Stored data
((

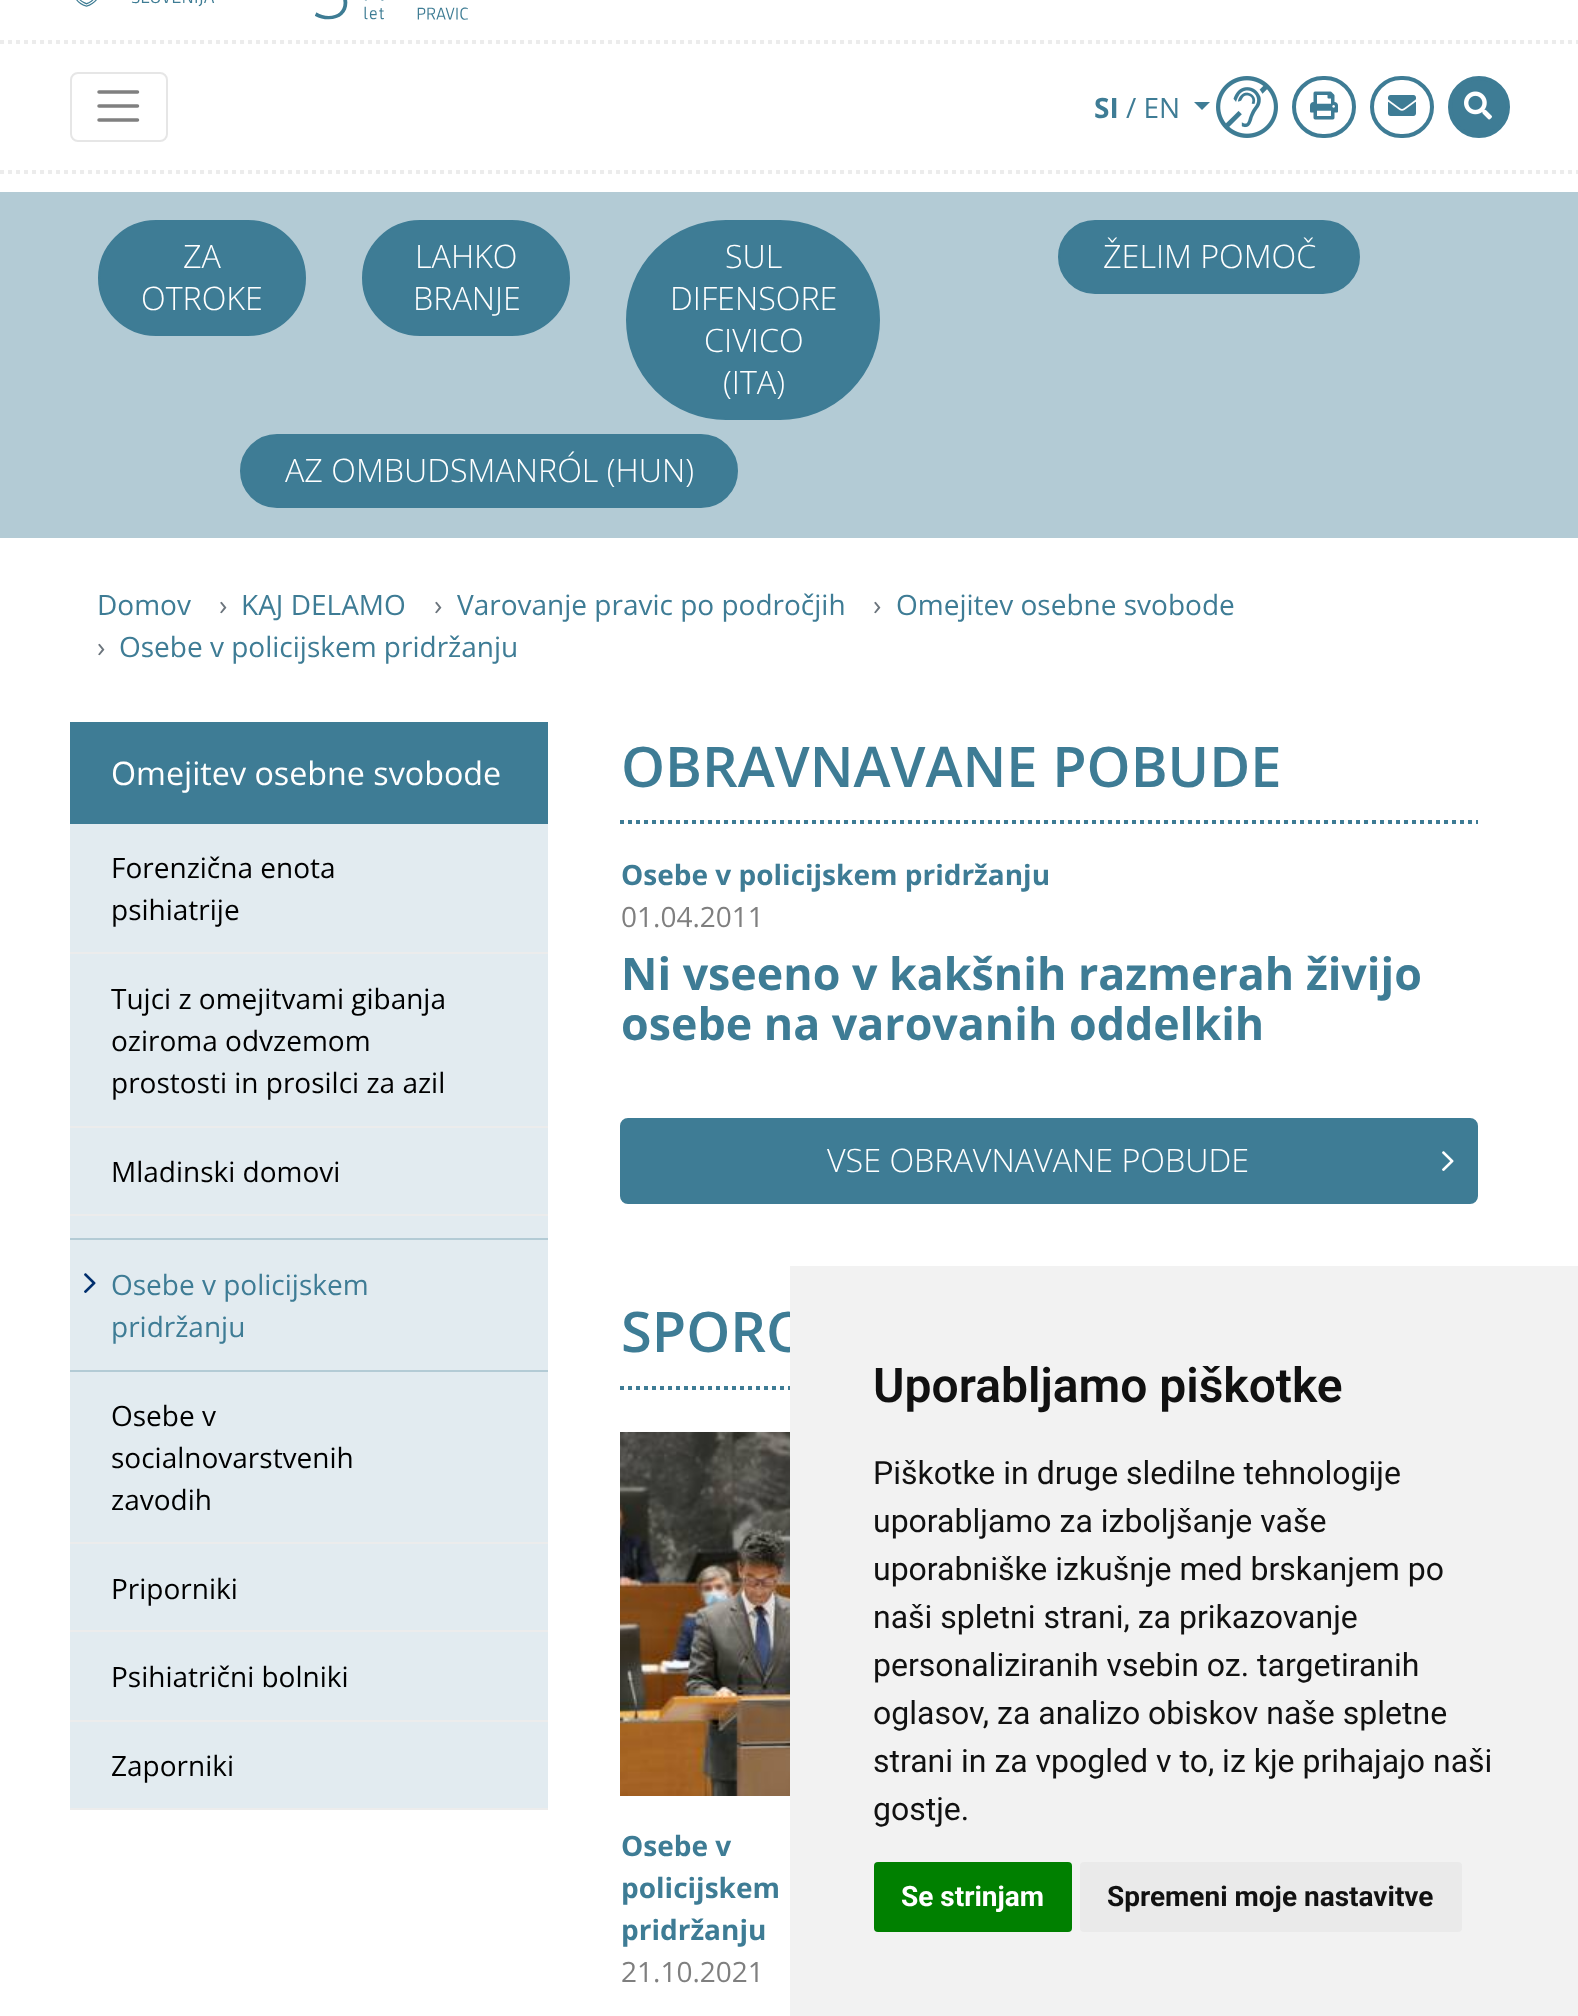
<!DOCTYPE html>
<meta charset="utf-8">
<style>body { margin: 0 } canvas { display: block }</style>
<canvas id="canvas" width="1578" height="2016"></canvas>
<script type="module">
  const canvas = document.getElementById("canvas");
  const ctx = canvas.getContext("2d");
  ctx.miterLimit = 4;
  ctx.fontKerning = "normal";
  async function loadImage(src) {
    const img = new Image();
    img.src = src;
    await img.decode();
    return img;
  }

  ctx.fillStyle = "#ffffff";
  ctx.fillRect(0, 0, 1578, 2016);
  ctx.drawImage(await loadImage("img1.png"), 76, 0, 392, 20);
  ctx.beginPath();
  ctx.moveTo(0, 42);
  ctx.lineTo(1578, 42);
  ctx.strokeStyle = "#ececec";
  ctx.lineWidth = 4;
  ctx.setLineDash([4, 4]);
  ctx.stroke();
  ctx.beginPath();
  ctx.moveTo(0, 172);
  ctx.lineTo(1578, 172);
  ctx.stroke();
  ctx.beginPath();
  ctx.roundRect(71, 73, 96, 68, 7);
  ctx.strokeStyle = "#e6e6e6";
  ctx.lineWidth = 2;
  ctx.setLineDash([]);
  ctx.stroke();
  ctx.beginPath();
  ctx.moveTo(99, 92);
  ctx.lineTo(137.5, 92);
  ctx.moveTo(99, 106);
  ctx.lineTo(137.5, 106);
  ctx.moveTo(99, 120);
  ctx.lineTo(137.5, 120);
  ctx.strokeStyle = "#808080";
  ctx.lineWidth = 3.5;
  ctx.lineCap = "round";
  ctx.stroke();
  ctx.font = "bold 28px Open Sans";
  ctx.fillStyle = "#3e7c95";
  ctx.fillText("SI", 1094, 118);
  ctx.font = "28px Open Sans";
  ctx.fillText("/ EN", 1126, 118);
  ctx.beginPath();
  ctx.moveTo(1194, 102);
  ctx.lineTo(1210, 102);
  ctx.lineTo(1202, 110);
  ctx.closePath();
  ctx.fill();
  ctx.drawImage(await loadImage("img2.png"), 1216, 76, 62, 62);
  ctx.beginPath();
  ctx.roundRect(1294, 78, 60, 58, 29);
  ctx.strokeStyle = "#3e7c95";
  ctx.lineWidth = 4;
  ctx.stroke();
  ctx.drawImage(await loadImage("img3.png"), 1310, 91, 28, 29);
  ctx.beginPath();
  ctx.roundRect(1372, 78, 60, 58, 29);
  ctx.stroke();
  ctx.drawImage(await loadImage("img4.png"), 1388, 95, 28, 21);
  ctx.beginPath();
  ctx.arc(1479, 107, 29, 0, Math.PI * 2);
  ctx.fill();
  ctx.stroke();
  ctx.drawImage(await loadImage("img5.png"), 1464, 91, 28, 29);
  ctx.fillStyle = "#b3cbd5";
  ctx.fillRect(0, 192, 1578, 346);
  ctx.fillStyle = "#3e7c95";
  ctx.beginPath();
  ctx.roundRect(99, 221, 206, 114, 57);
  ctx.fill();
  ctx.lineWidth = 2;
  ctx.stroke();
  ctx.font = "300 32.25px Open Sans";
  ctx.fillStyle = "#ffffff";
  ctx.fillText("ZA", 183, 268);
  ctx.fillText("OTROKE", 141, 310);
  ctx.fillStyle = "#3e7c95";
  ctx.beginPath();
  ctx.roundRect(363, 221, 206, 114, 57);
  ctx.fill();
  ctx.stroke();
  ctx.fillStyle = "#ffffff";
  ctx.fillText("LAHKO", 415, 268);
  ctx.fillText("BRANJE", 413, 310);
  ctx.fillStyle = "#3e7c95";
  ctx.beginPath();
  ctx.roundRect(627, 221, 252, 198, 99);
  ctx.fill();
  ctx.stroke();
  ctx.fillStyle = "#ffffff";
  ctx.fillText("SUL", 725, 268);
  ctx.fillText("DIFENSORE", 670, 310);
  ctx.fillText("CIVICO", 704, 352);
  ctx.fillText("(ITA)", 723, 394);
  ctx.fillStyle = "#3e7c95";
  ctx.beginPath();
  ctx.roundRect(241, 435, 496, 72, 36);
  ctx.fill();
  ctx.stroke();
  ctx.fillStyle = "#ffffff";
  ctx.fillText("AZ OMBUDSMANRÓL (HUN)", 285, 482);
  ctx.fillStyle = "#3e7c95";
  ctx.beginPath();
  ctx.roundRect(1059, 221, 300, 72, 36);
  ctx.fill();
  ctx.stroke();
  ctx.fillStyle = "#ffffff";
  ctx.fillText("ŽELIM POMOČ", 1103, 268);
  ctx.font = "28px Open Sans";
  ctx.fillStyle = "#3e7c95";
  ctx.fillText("Domov", 97, 615);
  ctx.fillStyle = "#6c757d";
  ctx.fillText("›", 219, 615);
  ctx.fillStyle = "#3e7c95";
  ctx.fillText("KAJ DELAMO", 241, 615);
  ctx.fillStyle = "#6c757d";
  ctx.fillText("›", 434, 615);
  ctx.fillStyle = "#3e7c95";
  ctx.fillText("Varovanje pravic po področjih", 457, 615);
  ctx.fillStyle = "#6c757d";
  ctx.fillText("›", 873, 615);
  ctx.fillStyle = "#3e7c95";
  ctx.fillText("Omejitev osebne svobode", 896, 615);
  ctx.fillStyle = "#6c757d";
  ctx.fillText("›", 97, 657);
  ctx.fillStyle = "#3e7c95";
  ctx.fillText("Osebe v policijskem pridržanju", 119, 657);
  ctx.fillStyle = "#e2ebf0";
  ctx.fillRect(70, 824, 478, 984);
  ctx.fillStyle = "#3e7c95";
  ctx.fillRect(70, 722, 478, 102);
  ctx.font = "32.25px Open Sans";
  ctx.fillStyle = "#ffffff";
  ctx.fillText("Omejitev osebne svobode", 111, 785);
  ctx.fillStyle = "#ececec";
  ctx.fillRect(70, 952, 478, 2);
  ctx.font = "28px Open Sans";
  ctx.fillStyle = "#000000";
  ctx.fillText("Forenzična enota", 111, 878);
  ctx.fillText("psihiatrije", 111, 920);
  ctx.fillStyle = "#ececec";
  ctx.fillRect(70, 1126, 478, 2);
  ctx.fillStyle = "#000000";
  ctx.fillText("Tujci z omejitvami gibanja", 111, 1009);
  ctx.fillText("oziroma odvzemom", 111, 1051);
  ctx.fillText("prostosti in prosilci za azil", 111, 1093);
  ctx.fillStyle = "#ececec";
  ctx.fillRect(70, 1214, 478, 2);
  ctx.fillStyle = "#000000";
  ctx.fillText("Mladinski domovi", 111, 1182);
  ctx.fillStyle = "#b3cbd5";
  ctx.fillRect(70, 1238, 478, 2);
  ctx.fillRect(70, 1370, 478, 2);
  ctx.drawImage(await loadImage("img6.png"), 84, 1273, 12, 20);
  ctx.fillStyle = "#3e7c95";
  ctx.fillText("Osebe v policijskem", 111, 1295);
  ctx.fillText("pridržanju", 111, 1337);
  ctx.fillStyle = "#ececec";
  ctx.fillRect(70, 1542, 478, 2);
  ctx.fillStyle = "#000000";
  ctx.fillText("Osebe v", 111, 1426);
  ctx.fillText("socialnovarstvenih", 111, 1468);
  ctx.fillText("zavodih", 111, 1510);
  ctx.fillStyle = "#ececec";
  ctx.fillRect(70, 1630, 478, 2);
  ctx.fillStyle = "#000000";
  ctx.fillText("Priporniki", 111, 1599);
  ctx.fillStyle = "#ececec";
  ctx.fillRect(70, 1720, 478, 2);
  ctx.fillStyle = "#000000";
  ctx.fillText("Psihiatrični bolniki", 111, 1687);
  ctx.fillStyle = "#ececec";
  ctx.fillRect(70, 1808, 478, 2);
  ctx.fillStyle = "#000000";
  ctx.fillText("Zaporniki", 111, 1776);
  ctx.beginPath();
  ctx.moveTo(620, 822);
  ctx.lineTo(1478, 822);
  ctx.lineWidth = 4;
  ctx.lineCap = "butt";
  ctx.setLineDash([4, 4]);
  ctx.stroke();
  ctx.font = "600 56px Open Sans";
  ctx.fillStyle = "#3e7c95";
  ctx.fillText("OBRAVNAVANE POBUDE", 621, 787);
  ctx.font = "bold 28px Open Sans";
  ctx.fillText("Osebe v policijskem pridržanju", 621, 885);
  ctx.font = "28px Open Sans";
  ctx.fillStyle = "#7f7f7f";
  ctx.fillText("01.04.2011", 621, 927);
  ctx.font = "bold 44.75px Open Sans";
  ctx.fillStyle = "#3e7c95";
  ctx.fillText("Ni vseeno v kakšnih razmerah živijo", 621, 990);
  ctx.fillText("osebe na varovanih oddelkih", 621, 1040);
  ctx.beginPath();
  ctx.roundRect(621, 1119, 856, 84, 7);
  ctx.fill();
  ctx.lineWidth = 2;
  ctx.setLineDash([]);
  ctx.stroke();
  ctx.font = "300 32.25px Open Sans";
  ctx.fillStyle = "#ffffff";
  ctx.fillText("VSE OBRAVNAVANE POBUDE", 827, 1172);
  ctx.drawImage(await loadImage("img7.png"), 1442, 1151, 12, 20);
  ctx.beginPath();
  ctx.moveTo(620, 1388);
  ctx.lineTo(1478, 1388);
  ctx.lineWidth = 4;
  ctx.setLineDash([4, 4]);
  ctx.stroke();
  ctx.font = "600 56px Open Sans";
  ctx.fillStyle = "#3e7c95";
  ctx.fillText("SPORO", 621, 1352);
  ctx.drawImage(await loadImage("img8.png"), 620, 1432, 170, 364);
  ctx.font = "bold 28px Open Sans";
  ctx.fillText("Osebe v", 621, 1856);
  ctx.fillText("policijskem", 621, 1898);
  ctx.fillText("pridržanju", 621, 1940);
  ctx.font = "28px Open Sans";
  ctx.fillStyle = "#7f7f7f";
  ctx.fillText("21.10.2021", 621, 1982);
  ctx.fillStyle = "#f2f2f2";
  ctx.fillRect(790, 1266, 788, 750);
  ctx.font = "600 48px Roboto";
  ctx.fillStyle = "#111111";
  ctx.fillText("Uporabljamo piškotke", 873, 1402);
  ctx.font = "32px Roboto";
  ctx.fillText("Piškotke in druge sledilne tehnologije", 873, 1484);
  ctx.fillText("uporabljamo za izboljšanje vaše", 873, 1532);
  ctx.fillText("uporabniške izkušnje med brskanjem po", 873, 1580);
  ctx.fillText("naši spletni strani, za prikazovanje", 873, 1628);
  ctx.fillText("personaliziranih vsebin oz. targetiranih", 873, 1676);
  ctx.fillText("oglasov, za analizo obiskov naše spletne", 873, 1724);
  ctx.fillText("strani in za vpogled v to, iz kje prihajajo naši", 873, 1772);
  ctx.fillText("gostje.", 873, 1820);
  ctx.fillStyle = "#008000";
  ctx.beginPath();
  ctx.roundRect(874, 1862, 198, 70, 4);
  ctx.fill();
  ctx.font = "bold 28px Roboto";
  ctx.fillStyle = "#ffffff";
  ctx.fillText("Se strinjam", 901, 1906);
  ctx.fillStyle = "#eaeaea";
  ctx.beginPath();
  ctx.roundRect(1080, 1862, 382, 70, 4);
  ctx.fill();
  ctx.fillStyle = "#111111";
  ctx.fillText("Spremeni moje nastavitve", 1107, 1906);
</script>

))

I need every line of the data that has the word "Roboto"; please list them.

• **REPLY**:
  ctx.font = "600 48px Roboto";
  ctx.font = "32px Roboto";
  ctx.font = "bold 28px Roboto";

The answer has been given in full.